Directions: Every line of the material below in which "KENNEDY" shows up is to be located and copied.

Extracted data:
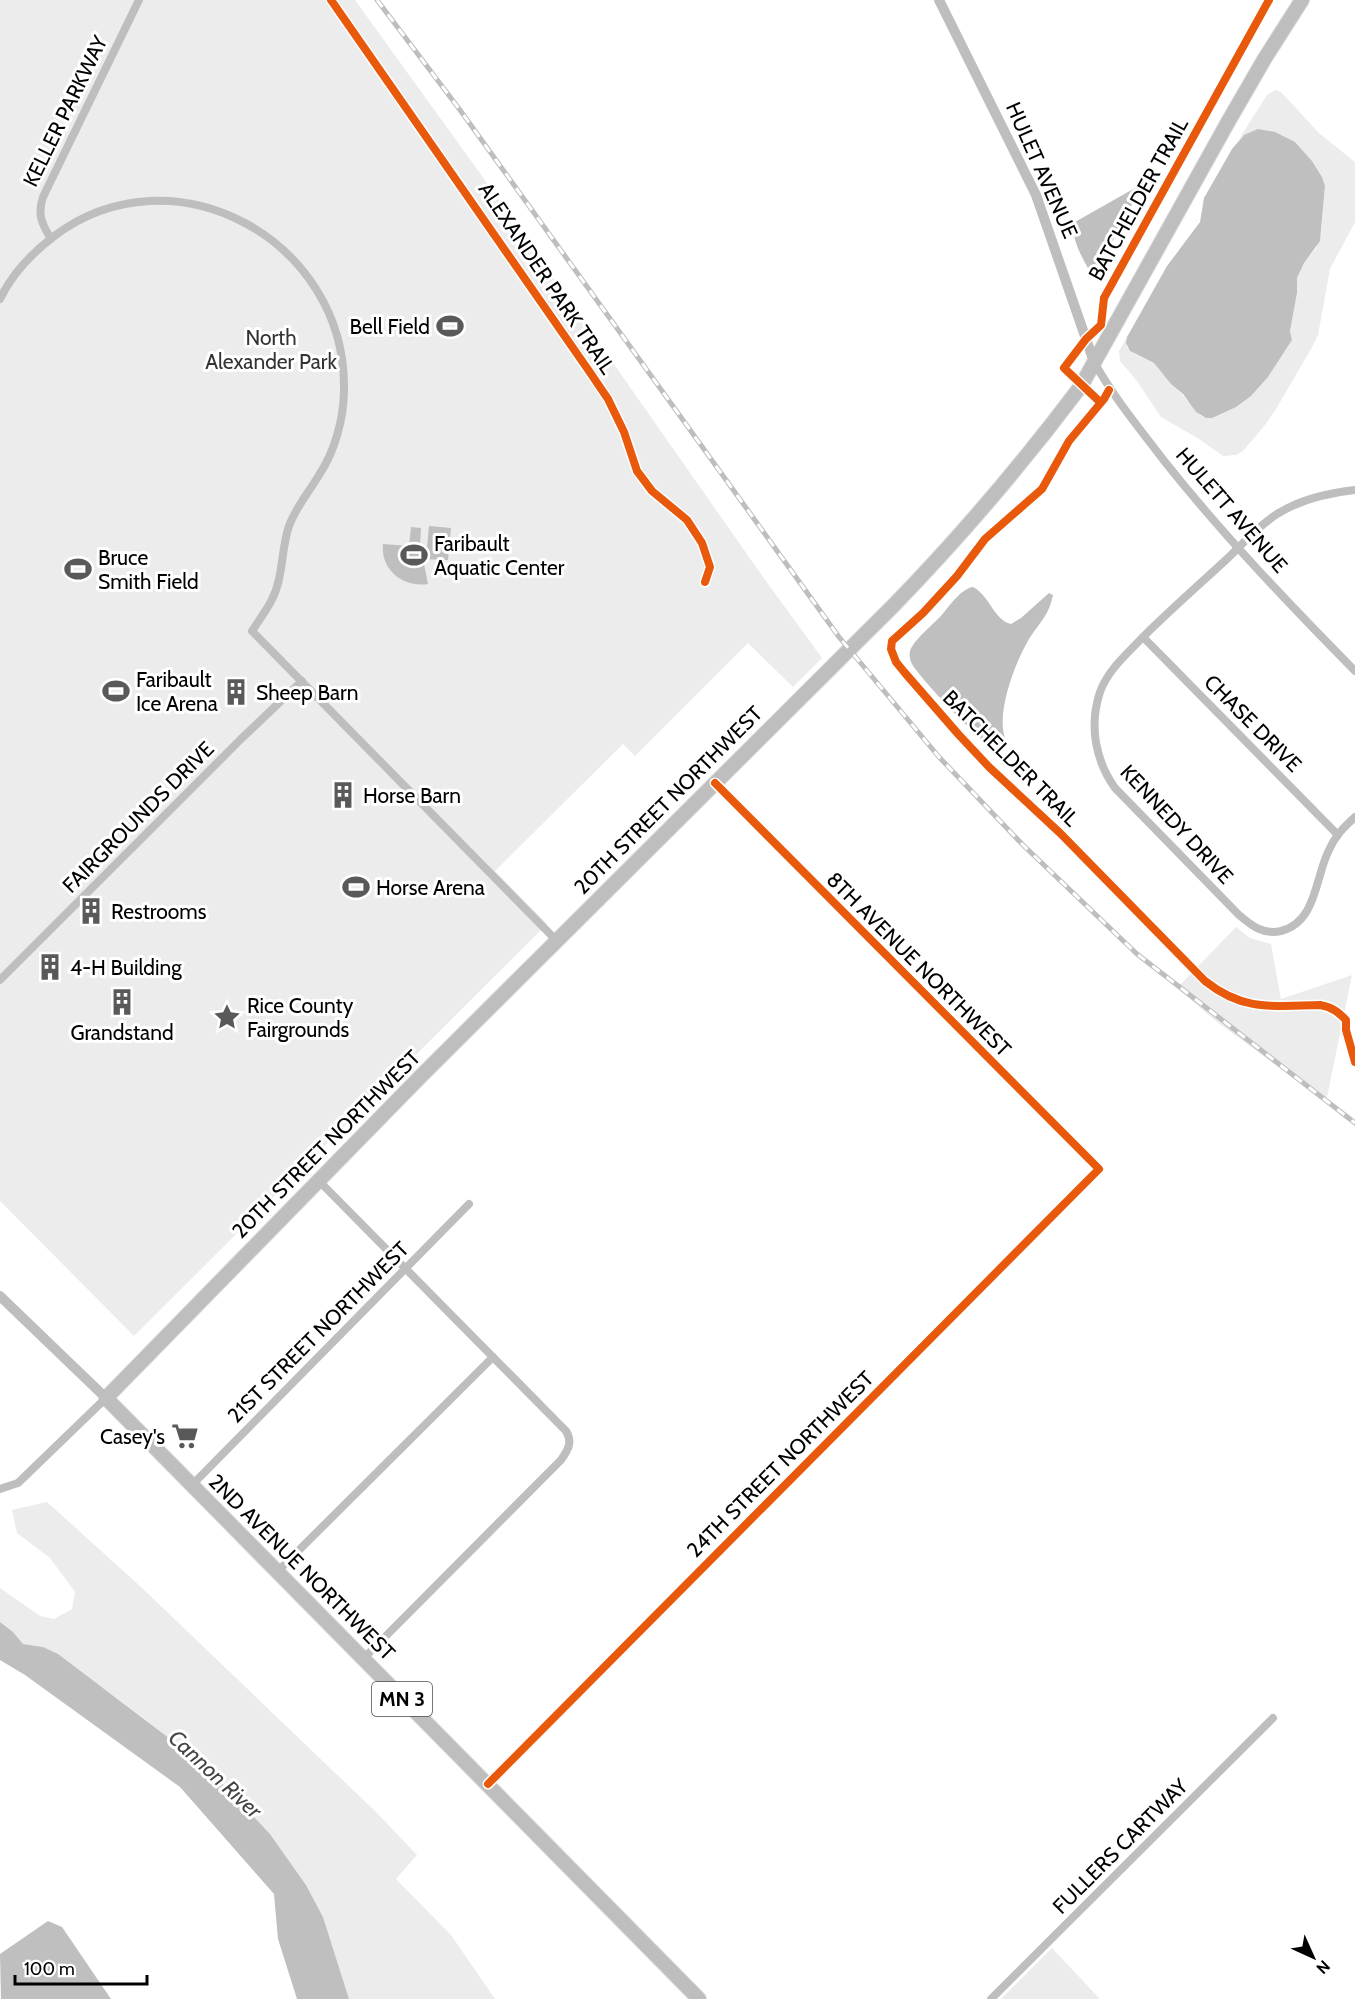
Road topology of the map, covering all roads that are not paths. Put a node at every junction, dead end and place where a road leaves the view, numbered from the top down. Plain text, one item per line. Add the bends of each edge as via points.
1 (140, 0) edge
2 (939, 0) edge
3 (1293, 0) edge
4 (1302, 0) edge
5 (1265, 58) junction
6 (51, 239) junction
7 (0, 299) edge
8 (1094, 362) junction
9 (1355, 490) edge
10 (1237, 548) junction
11 (1143, 637) junction
12 (1355, 671) edge
13 (302, 681) junction
14 (715, 783) junction
15 (1355, 817) edge
16 (1337, 834) junction
17 (557, 941) junction
18 (0, 980) edge
19 (1099, 1169) joint
20 (319, 1181) junction
21 (469, 1204) dead end
22 (405, 1268) junction
23 (0, 1296) edge
24 (493, 1357) junction
25 (106, 1398) junction
26 (192, 1485) junction
27 (0, 1489) edge
28 (277, 1572) junction
29 (363, 1659) junction
30 (1273, 1718) dead end
31 (488, 1784) junction
32 (699, 1999) edge
33 (992, 1999) edge

1 - 6 street, KELLER PARKWAY via 43,197 39,213
2 - 8 street, HULET AVENUE via 1036,195
3 - 5 highway, 20TH STREET NORTHWEST
4 - 5 highway, 20TH STREET NORTHWEST
5 - 8 highway, 20TH STREET NORTHWEST
6 - 7 street via 18,270
6 - 13 street via 87,216 121,205 158,201 203,206 242,220 274,241 309,277 329,312 344,376 339,427 321,472 293,516 276,590 252,631
8 - 10 street, HULETT AVENUE via 1119,404
8 - 14 highway, 20TH STREET NORTHWEST via 1056,420 943,554
9 - 10 street, KENNEDY DRIVE via 1296,504 1276,515
10 - 11 street, KENNEDY DRIVE
10 - 12 street, HULETT AVENUE
11 - 16 street, CHASE DRIVE
11 - 16 street, KENNEDY DRIVE via 1119,660 1101,692 1095,727 1099,759 1114,788 1239,915 1255,928 1273,932 1299,922 1311,903
13 - 17 street
13 - 18 street, FAIRGROUNDS DRIVE
14 - 17 highway, 20TH STREET NORTHWEST
14 - 19 street, 8TH AVENUE NORTHWEST
15 - 16 street, KENNEDY DRIVE
17 - 20 highway, 20TH STREET NORTHWEST
19 - 31 street, 24TH STREET NORTHWEST
20 - 22 street
20 - 25 highway, 20TH STREET NORTHWEST
21 - 22 street, 21ST STREET NORTHWEST
22 - 24 street
22 - 26 street, 21ST STREET NORTHWEST
23 - 25 street, 2ND AVENUE NORTHWEST
24 - 28 street
24 - 29 street via 566,1431 570,1446 561,1460
25 - 26 highway, 2ND AVENUE NORTHWEST / MN 3
25 - 27 street, 20TH STREET NORTHWEST via 18,1483
26 - 28 highway, 2ND AVENUE NORTHWEST / MN 3
28 - 29 highway, 2ND AVENUE NORTHWEST / MN 3
29 - 31 highway, 2ND AVENUE NORTHWEST / MN 3
30 - 33 street, FULLERS CARTWAY
31 - 32 highway, 2ND AVENUE NORTHWEST / MN 3

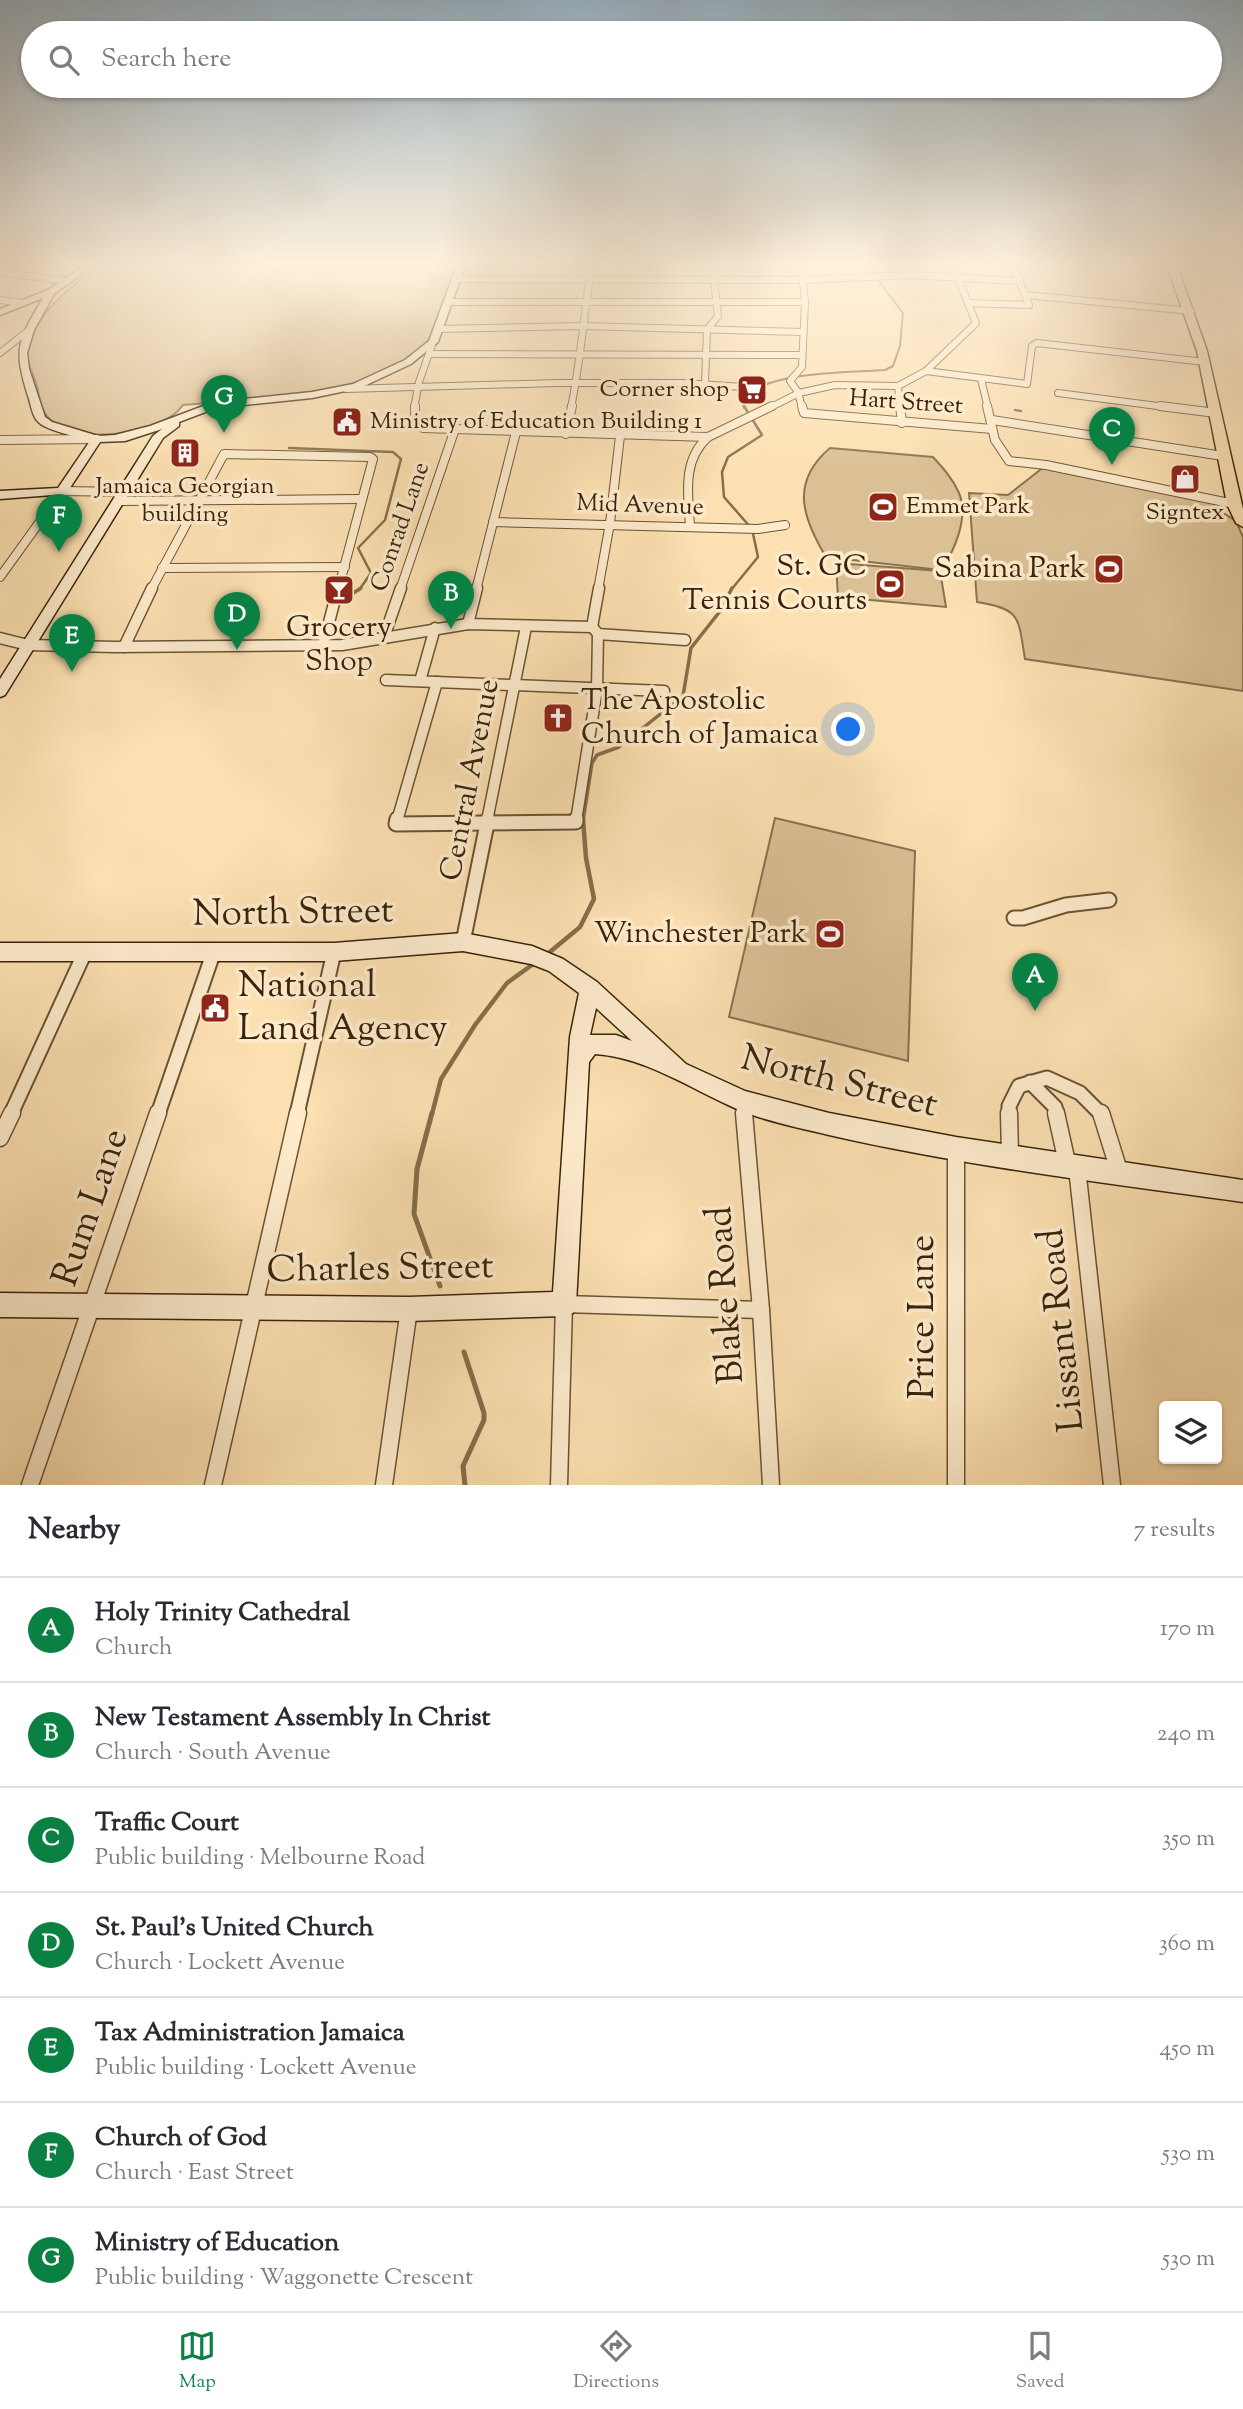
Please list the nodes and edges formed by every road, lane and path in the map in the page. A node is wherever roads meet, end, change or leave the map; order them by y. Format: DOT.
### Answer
graph roads {
  1 [pos="26,332"];
  2 [pos="28,332"];
  3 [pos="437,332"];
  4 [pos="582,332"];
  5 [pos="707,332"];
  6 [pos="803,332"];
  7 [pos="967,332"];
  8 [pos="1197,332"];
  9 [pos="433,342"];
  10 [pos="0,353"];
  11 [pos="429,354"];
  12 [pos="582,354"];
  13 [pos="706,354"];
  14 [pos="800,355"];
  15 [pos="408,362"];
  16 [pos="1205,362"];
  17 [pos="425,367"];
  18 [pos="926,371"];
  19 [pos="981,379"];
  20 [pos="575,383"];
  21 [pos="705,383"];
  22 [pos="373,384"];
  23 [pos="419,384"];
  24 [pos="898,386"];
  25 [pos="743,387"];
  26 [pos="799,393"];
  27 [pos="1058,393"];
  28 [pos="1216,414"];
  29 [pos="186,415"];
  30 [pos="902,423"];
  31 [pos="992,425"];
  32 [pos="455,429"];
  33 [pos="516,432"];
  34 [pos="566,434"];
  35 [pos="159,436"];
  36 [pos="620,436"];
  37 [pos="709,437"];
  38 [pos="117,438"];
  39 [pos="97,439"];
  40 [pos="0,440"];
  41 [pos="1223,456"];
  42 [pos="62,491"];
  43 [pos="0,495"];
  44 [pos="123,496"];
  45 [pos="361,499"];
  46 [pos="198,501"];
  47 [pos="1234,504"];
  48 [pos="493,522"];
  49 [pos="610,523"];
  50 [pos="1243,523"];
  51 [pos="785,525"];
  52 [pos="690,526"];
  53 [pos="345,567"];
  54 [pos="162,568"];
  55 [pos="0,577"];
  56 [pos="468,624"];
  57 [pos="526,627"];
  58 [pos="435,628"];
  59 [pos="595,631"];
  60 [pos="384,637"];
  61 [pos="0,638"];
  62 [pos="685,640"];
  63 [pos="28,645"];
  64 [pos="323,645"];
  65 [pos="124,647"];
  66 [pos="386,680"];
  67 [pos="420,681"];
  68 [pos="437,682"];
  69 [pos="514,684"];
  70 [pos="597,689"];
  71 [pos="0,691"];
  72 [pos="664,691"];
  73 [pos="487,823"];
  74 [pos="1109,900"];
  75 [pos="1014,918"];
  76 [pos="463,942"];
  77 [pos="214,951"];
  78 [pos="0,952"];
  79 [pos="85,952"];
  80 [pos="334,952"];
  81 [pos="590,989"];
  82 [pos="579,1058"];
  83 [pos="679,1071"];
  84 [pos="1030,1082"];
  85 [pos="1068,1088"];
  86 [pos="743,1101"];
  87 [pos="1055,1107"];
  88 [pos="0,1138"];
  89 [pos="956,1148"];
  90 [pos="1010,1158"];
  91 [pos="1072,1168"];
  92 [pos="1120,1174"];
  93 [pos="1243,1191"];
  94 [pos="564,1304"];
  95 [pos="0,1305"];
  96 [pos="91,1307"];
  97 [pos="253,1308"];
  98 [pos="409,1309"];
  99 [pos="761,1310"];
  100 [pos="30,1485"];
  101 [pos="213,1485"];
  102 [pos="384,1485"];
  103 [pos="559,1485"];
  104 [pos="771,1485"];
  105 [pos="956,1485"];
  106 [pos="1112,1485"];
  1 -- 10 [label="street"];
  2 -- 39 [label="main road"];
  3 -- 9 [label="main road"];
  4 -- 12 [label="street"];
  5 -- 13 [label="street"];
  6 -- 14 [label="street"];
  7 -- 18 [label="street"];
  8 -- 16 [label="main road"];
  9 -- 11 [label="street"];
  9 -- 15 [label="main road"];
  11 -- 12 [label="street"];
  11 -- 17 [label="street"];
  12 -- 13 [label="street"];
  12 -- 20 [label="street"];
  13 -- 14 [label="street"];
  13 -- 21 [label="street"];
  14 -- 26 [label="street"];
  15 -- 17 [label="street"];
  15 -- 22 [label="main road"];
  16 -- 19 [label="street"];
  16 -- 28 [label="main road"];
  17 -- 23 [label="street"];
  18 -- 19 [label="street"];
  18 -- 24 [label="street"];
  19 -- 31 [label="street"];
  20 -- 21 [label="street"];
  20 -- 23 [label="street"];
  20 -- 34 [label="street"];
  21 -- 25 [label="street"];
  22 -- 23 [label="street"];
  22 -- 29 [label="main road"];
  23 -- 32 [label="street"];
  24 -- 26 [label="street"];
  24 -- 30 [label="street"];
  26 -- 30 [label="street, Hart Street"];
  26 -- 37 [label="street"];
  27 -- 28 [label="street"];
  28 -- 41 [label="main road"];
  29 -- 35 [label="main road"];
  29 -- 38 [label="main road"];
  30 -- 31 [label="street, Hart Street"];
  31 -- 41 [label="street, Hart Street"];
  31 -- 47 [label="street"];
  32 -- 33 [label="street"];
  32 -- 60 [label="street, Conrad Lane"];
  33 -- 34 [label="street"];
  33 -- 48 [label="street"];
  34 -- 36 [label="street"];
  35 -- 38 [label="main road"];
  35 -- 44 [label="main road"];
  36 -- 37 [label="street"];
  36 -- 49 [label="street"];
  37 -- 52 [label="street"];
  38 -- 39 [label="main road"];
  39 -- 40 [label="street"];
  39 -- 42 [label="main road"];
  41 -- 47 [label="main road"];
  42 -- 43 [label="main road"];
  42 -- 44 [label="street"];
  42 -- 55 [label="street"];
  44 -- 46 [label="street"];
  44 -- 63 [label="main road"];
  45 -- 46 [label="street"];
  45 -- 46 [label="street"];
  45 -- 53 [label="street"];
  46 -- 54 [label="street"];
  47 -- 50 [label="main road"];
  48 -- 49 [label="street, Mid Avenue"];
  48 -- 56 [label="street"];
  49 -- 52 [label="street, Mid Avenue"];
  49 -- 59 [label="street"];
  51 -- 52 [label="street, Mid Avenue"];
  53 -- 54 [label="street"];
  53 -- 64 [label="street"];
  54 -- 65 [label="street"];
  56 -- 57 [label="street"];
  56 -- 58 [label="street"];
  57 -- 59 [label="street"];
  57 -- 69 [label="street, Central Avenue"];
  58 -- 60 [label="street"];
  58 -- 67 [label="street"];
  59 -- 62 [label="street"];
  59 -- 70 [label="street"];
  60 -- 64 [label="street"];
  61 -- 63 [label="street"];
  63 -- 65 [label="street"];
  63 -- 71 [label="main road"];
  64 -- 65 [label="street"];
  66 -- 67 [label="street"];
  67 -- 68 [label="street"];
  68 -- 69 [label="street"];
  68 -- 73 [label="street"];
  69 -- 70 [label="street"];
  69 -- 73 [label="street, Central Avenue"];
  70 -- 72 [label="street"];
  70 -- 73 [label="street"];
  73 -- 76 [label="street, Central Avenue"];
  74 -- 75 [label="street"];
  76 -- 80 [label="main road, North Street"];
  76 -- 81 [label="main road, North Street"];
  77 -- 79 [label="main road, North Street"];
  77 -- 80 [label="main road, North Street"];
  77 -- 96 [label="street, Rum Lane"];
  78 -- 79 [label="main road, North Street"];
  79 -- 88 [label="street"];
  80 -- 97 [label="street"];
  81 -- 82 [label="main road"];
  81 -- 83 [label="main road, North Street"];
  82 -- 83 [label="main road"];
  82 -- 94 [label="main road"];
  83 -- 86 [label="main road, North Street"];
  84 -- 85 [label="street"];
  84 -- 87 [label="street"];
  84 -- 90 [label="street"];
  85 -- 87 [label="street"];
  85 -- 92 [label="street"];
  86 -- 89 [label="main road, North Street"];
  86 -- 99 [label="street, Blake Road"];
  87 -- 91 [label="street, Lissant Road"];
  89 -- 90 [label="main road, North Street"];
  89 -- 105 [label="street, Price Lane"];
  90 -- 91 [label="main road, North Street"];
  91 -- 92 [label="main road, North Street"];
  91 -- 106 [label="street, Lissant Road"];
  92 -- 93 [label="main road, North Street"];
  94 -- 98 [label="main road, Charles Street"];
  94 -- 99 [label="street, Charles Street"];
  94 -- 103 [label="street"];
  95 -- 96 [label="main road, Charles Street"];
  96 -- 97 [label="main road, Charles Street"];
  96 -- 100 [label="street, Rum Lane"];
  97 -- 98 [label="main road, Charles Street"];
  97 -- 101 [label="street"];
  98 -- 102 [label="street"];
  99 -- 104 [label="street, Blake Road"];
}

Exercise solution:
9 - 10 street, KENNEDY DRIVE via 1296,504 1276,515
10 - 11 street, KENNEDY DRIVE
11 - 16 street, KENNEDY DRIVE via 1119,660 1101,692 1095,727 1099,759 1114,788 1239,915 1255,928 1273,932 1299,922 1311,903
15 - 16 street, KENNEDY DRIVE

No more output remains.